Stephen Margheim

Workshop: SQLite on Rails: From rails new to 50k concurrent users and everything in between

OSS contributor. Head of Engineering at Test IO.

SQLite on Rails: From rails new to 50k concurrent users and everything in between

Hands-on building Rails applications using SQLite! This workshop offers a mix of the basics (rails new with SQLite and Solid gems, getting backups setup, core deployment considerations, etc.) and more advanced use-cases, like installing extensions, running multiple databases, full-text search, etc.

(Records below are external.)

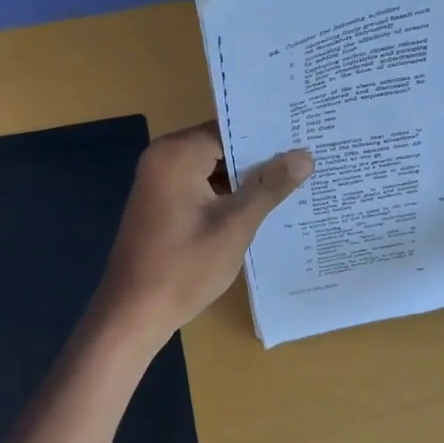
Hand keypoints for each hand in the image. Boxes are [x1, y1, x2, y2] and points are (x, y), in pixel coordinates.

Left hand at [90, 122, 312, 350]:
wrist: (134, 313)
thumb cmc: (184, 268)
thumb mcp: (235, 226)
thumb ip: (269, 187)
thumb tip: (305, 155)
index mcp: (176, 154)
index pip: (230, 129)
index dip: (268, 134)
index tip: (306, 136)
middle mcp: (163, 158)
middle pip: (221, 146)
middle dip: (261, 156)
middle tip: (309, 157)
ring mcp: (160, 182)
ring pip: (213, 168)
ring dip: (246, 178)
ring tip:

Learn how to build and deploy a Rails application using SQLite with hands-on exercises! Together we will take a brand new Rails application and walk through various features and enhancements to make a production-ready, full-featured application using only SQLite. We will take advantage of SQLite’s lightweight database files to create separate databases for our data, job queue, cache, error monitoring, etc. We will install and use a SQLite extension to build vector similarity search. We will setup point-in-time backups with Litestream. We will also explore how to deploy your application. By the end of this workshop, you will understand what kinds of applications are a good fit for SQLite, how to build a resilient SQLite on Rails application, and how to scale to 50k+ concurrent users.

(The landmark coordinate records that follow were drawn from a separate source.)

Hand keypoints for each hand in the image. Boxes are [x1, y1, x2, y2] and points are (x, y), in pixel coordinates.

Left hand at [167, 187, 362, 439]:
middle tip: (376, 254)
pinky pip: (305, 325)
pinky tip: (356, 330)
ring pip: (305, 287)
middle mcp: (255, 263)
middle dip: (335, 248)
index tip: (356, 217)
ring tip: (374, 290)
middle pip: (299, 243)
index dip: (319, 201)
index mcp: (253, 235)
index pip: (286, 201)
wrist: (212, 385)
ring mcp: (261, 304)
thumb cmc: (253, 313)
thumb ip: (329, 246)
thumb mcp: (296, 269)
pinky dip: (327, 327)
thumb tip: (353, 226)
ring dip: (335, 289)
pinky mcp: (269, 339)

This workshop is intended for Rails developers of all levels, though it will likely be most valuable to developers who have pre-existing experience with building and deploying a Rails application.

The primary desired outcome is the developers feeling knowledgable and comfortable with the differences and details of running a SQLite on Rails application. Secondarily and relatedly, this workshop will provide a hands-on introduction to the emerging SQLite+Ruby/Rails ecosystem of tools.

Bio

I’m an American expat living in Berlin with my wife and 2 dogs. I am a contributor to Rails and the sqlite3-ruby gem as well as the maintainer of a handful of gems aimed at making Rails the absolute best platforms in the world to run SQLite projects.